Problem requirements: Retyping each entry exactly is the whole task.

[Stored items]
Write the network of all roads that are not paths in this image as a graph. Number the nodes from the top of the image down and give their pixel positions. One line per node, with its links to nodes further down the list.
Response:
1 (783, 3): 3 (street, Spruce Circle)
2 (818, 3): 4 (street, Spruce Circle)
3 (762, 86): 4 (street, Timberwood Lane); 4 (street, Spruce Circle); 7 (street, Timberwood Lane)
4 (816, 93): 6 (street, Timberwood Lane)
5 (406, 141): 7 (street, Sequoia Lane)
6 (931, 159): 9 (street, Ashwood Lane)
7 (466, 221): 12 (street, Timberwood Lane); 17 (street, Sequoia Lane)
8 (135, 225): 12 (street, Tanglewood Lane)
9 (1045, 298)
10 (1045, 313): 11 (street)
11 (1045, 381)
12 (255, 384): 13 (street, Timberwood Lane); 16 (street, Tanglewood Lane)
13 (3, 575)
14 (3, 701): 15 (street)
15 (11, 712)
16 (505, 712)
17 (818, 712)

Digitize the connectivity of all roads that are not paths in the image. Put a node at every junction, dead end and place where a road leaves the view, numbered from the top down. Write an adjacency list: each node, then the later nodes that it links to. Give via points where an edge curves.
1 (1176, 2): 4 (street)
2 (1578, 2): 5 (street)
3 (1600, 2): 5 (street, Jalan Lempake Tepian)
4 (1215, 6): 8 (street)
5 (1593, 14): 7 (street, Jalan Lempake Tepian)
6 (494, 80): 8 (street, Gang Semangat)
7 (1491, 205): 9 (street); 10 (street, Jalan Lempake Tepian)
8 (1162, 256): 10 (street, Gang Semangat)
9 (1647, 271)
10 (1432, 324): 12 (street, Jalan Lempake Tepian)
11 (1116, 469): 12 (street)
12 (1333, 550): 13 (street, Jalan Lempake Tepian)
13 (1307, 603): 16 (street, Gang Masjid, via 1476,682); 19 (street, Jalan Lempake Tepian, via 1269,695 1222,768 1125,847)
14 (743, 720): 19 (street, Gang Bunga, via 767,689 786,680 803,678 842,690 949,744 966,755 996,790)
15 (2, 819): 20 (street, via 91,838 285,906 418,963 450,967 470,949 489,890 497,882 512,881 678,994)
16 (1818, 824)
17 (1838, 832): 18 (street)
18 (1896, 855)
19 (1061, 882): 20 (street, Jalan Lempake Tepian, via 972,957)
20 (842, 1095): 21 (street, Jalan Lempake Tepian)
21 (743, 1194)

Solution:
Write the network of all roads that are not paths in this image as a graph. Number the nodes from the top of the image down and give their pixel positions. One line per node, with its links to nodes further down the list.
Response:
1 (783, 3): 3 (street, Spruce Circle)
2 (818, 3): 4 (street, Spruce Circle)
3 (762, 86): 4 (street, Timberwood Lane); 4 (street, Spruce Circle); 7 (street, Timberwood Lane)
4 (816, 93): 6 (street, Timberwood Lane)
5 (406, 141): 7 (street, Sequoia Lane)
6 (931, 159): 9 (street, Ashwood Lane)
7 (466, 221): 12 (street, Timberwood Lane); 17 (street, Sequoia Lane)
8 (135, 225): 12 (street, Tanglewood Lane)
9 (1045, 298)
10 (1045, 313): 11 (street)
11 (1045, 381)
12 (255, 384): 13 (street, Timberwood Lane); 16 (street, Tanglewood Lane)
13 (3, 575)
14 (3, 701): 15 (street)
15 (11, 712)
16 (505, 712)
17 (818, 712)

Digitize the connectivity of all roads that are not paths in the image. Put a node at every junction, dead end and place where a road leaves the view, numbered from the top down. Write an adjacency list: each node, then the later nodes that it links to. Give via points where an edge curves.
1 (1176, 2): 4 (street)
2 (1578, 2): 5 (street)
3 (1600, 2): 5 (street, Jalan Lempake Tepian)
4 (1215, 6): 8 (street)
5 (1593, 14): 7 (street, Jalan Lempake Tepian)
6 (494, 80): 8 (street, Gang Semangat)
7 (1491, 205): 9 (street); 10 (street, Jalan Lempake Tepian)
8 (1162, 256): 10 (street, Gang Semangat)
9 (1647, 271)
10 (1432, 324): 12 (street, Jalan Lempake Tepian)
11 (1116, 469): 12 (street)
12 (1333, 550): 13 (street, Jalan Lempake Tepian)
13 (1307, 603): 16 (street, Gang Masjid, via 1476,682); 19 (street, Jalan Lempake Tepian, via 1269,695 1222,768 1125,847)
14 (743, 720): 19 (street, Gang Bunga, via 767,689 786,680 803,678 842,690 949,744 966,755 996,790)
15 (2, 819): 20 (street, via 91,838 285,906 418,963 450,967 470,949 489,890 497,882 512,881 678,994)
16 (1818, 824)
17 (1838, 832): 18 (street)
18 (1896, 855)
19 (1061, 882): 20 (street, Jalan Lempake Tepian, via 972,957)
20 (842, 1095): 21 (street, Jalan Lempake Tepian)
21 (743, 1194)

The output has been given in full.